The solution is just a land value tax.

You don’t get taxed on improvements to the land, you get taxed on the value of the land (ie based on the value of the surrounding land... a vacant lot—or a lot being “renovated”—pays the ~same tax per acre as a 3 story apartment building next door instead of an order of magnitude less).


Not without pretty severe fallout for those on the other side of the equation. That same tax would force long-time homeowners and retirees out of their houses as soon as the neighbors start selling to build condos. Maybe this isn't a terrible thing if it leads to more density, but the profit still goes to the developer.


On the contrary, in your scenario, the profit goes to the retirees whose land is now super valuable.
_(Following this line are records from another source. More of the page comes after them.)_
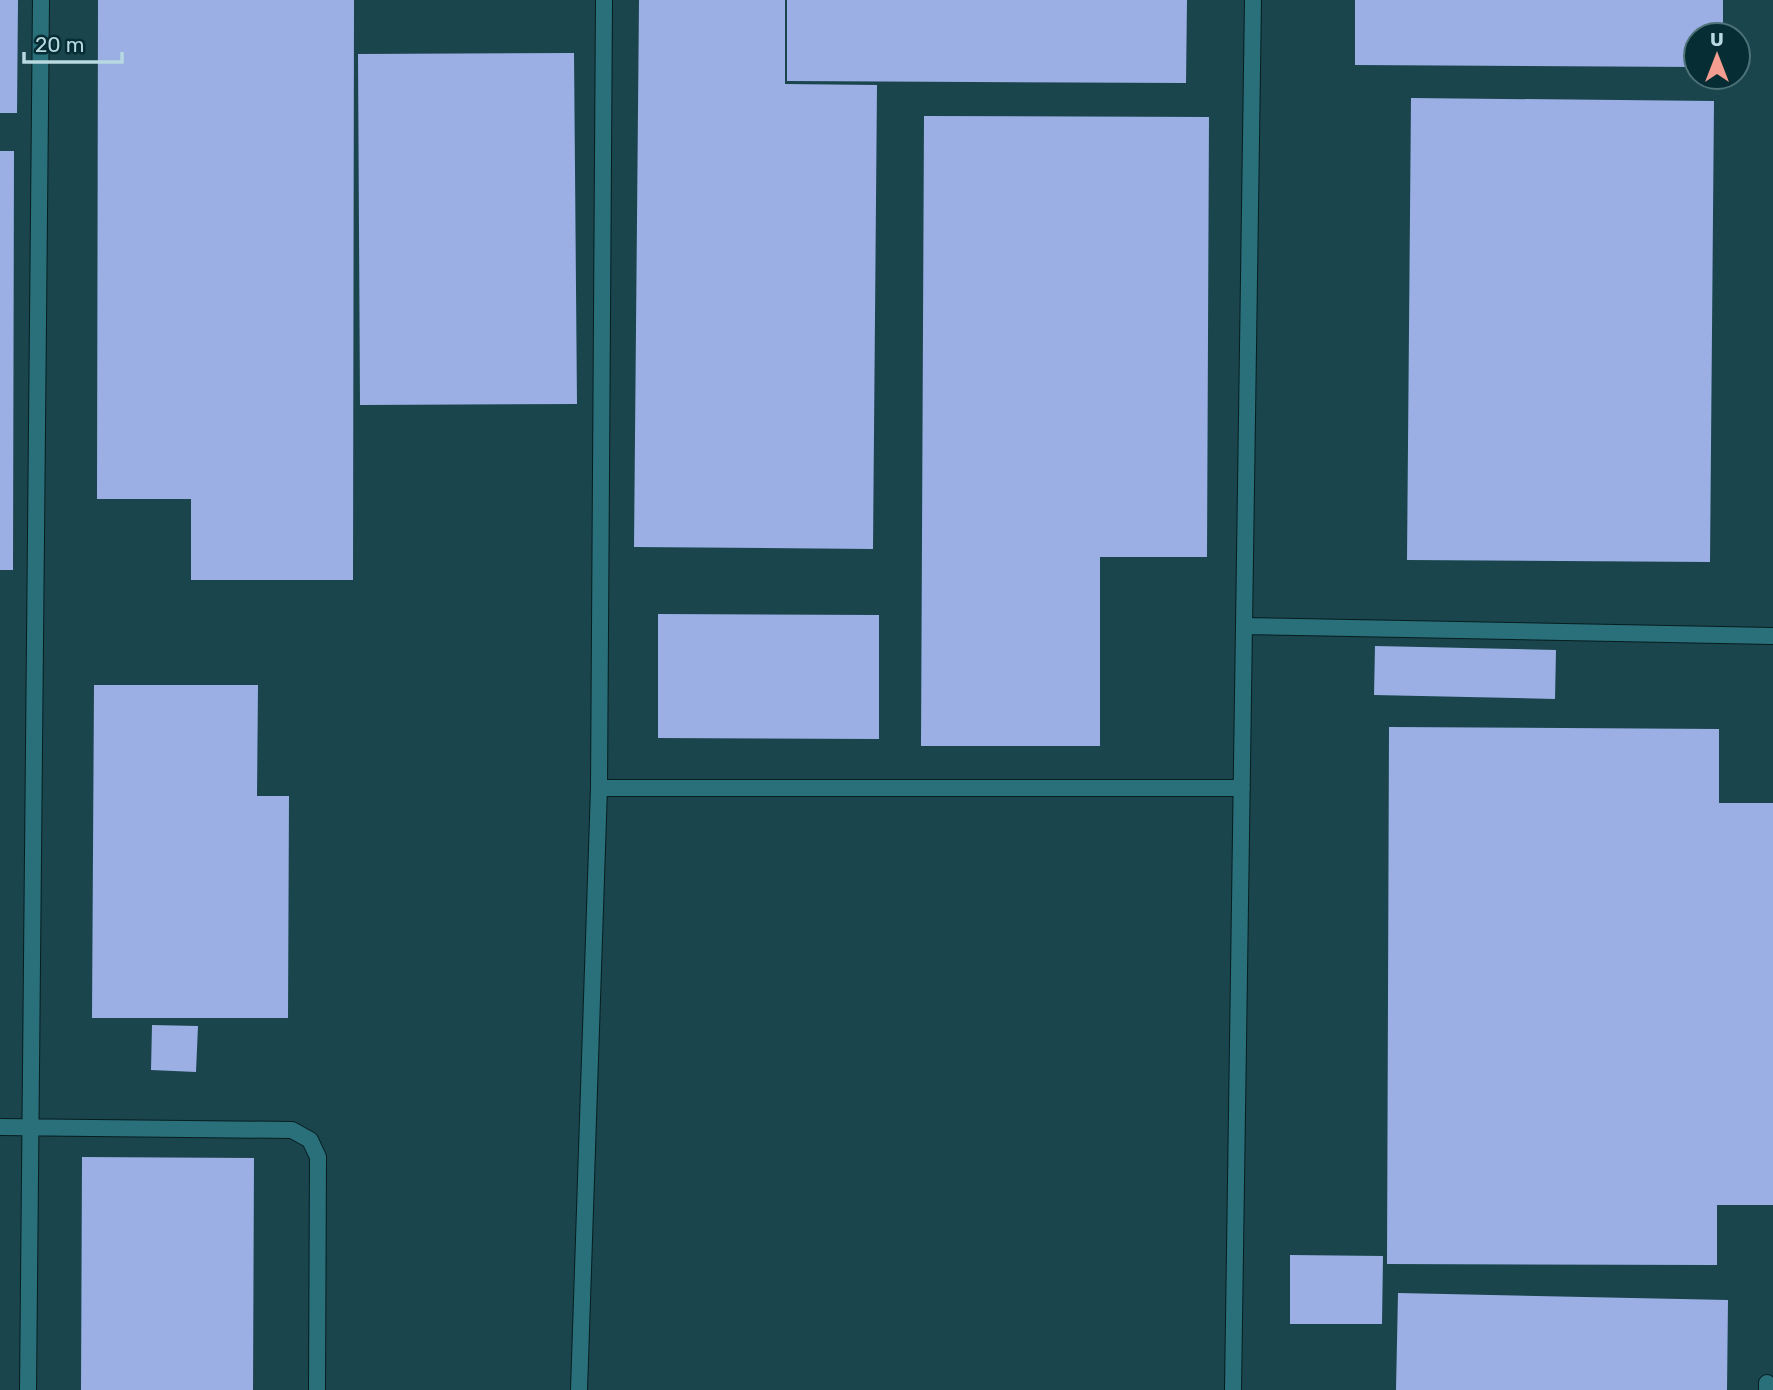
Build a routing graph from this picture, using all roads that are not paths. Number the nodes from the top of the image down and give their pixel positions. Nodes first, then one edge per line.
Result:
1 (41, 0) edge
2 (604, 0) edge
3 (1253, 0) edge
4 (1244, 626) junction
5 (1773, 636) edge
6 (598, 788) junction
7 (1242, 788) junction
8 (0, 1127) edge
9 (29, 1128) junction
10 (28, 1390) edge
11 (317, 1390) edge
12 (579, 1390) edge
13 (1233, 1390) edge

1 - 9 lane
2 - 6 lane
3 - 4 lane
4 - 5 lane
4 - 7 lane
6 - 7 lane
6 - 12 lane
7 - 13 lane
8 - 9 lane
9 - 10 lane
9 - 11 lane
That they can’t afford to pay the wealth tax on that land without selling/mortgaging some of it doesn’t mean they’re not now very wealthy. A mortgage or a reverse mortgage would allow them to live the rest of their lives there if they really wanted to. But they’d have to pay their fair share of the tax on that wealth.


You could waive fees for primary residences and tax the hell out of investment properties. I don't understand why prop 13 in California didn't work this way.


Californians couldn't even majority vote last year to tax commercial properties at standard 1-1.5% rate, let alone investment properties...

https://ballotpedia.org/California_Proposition_15,_Tax_on_Co...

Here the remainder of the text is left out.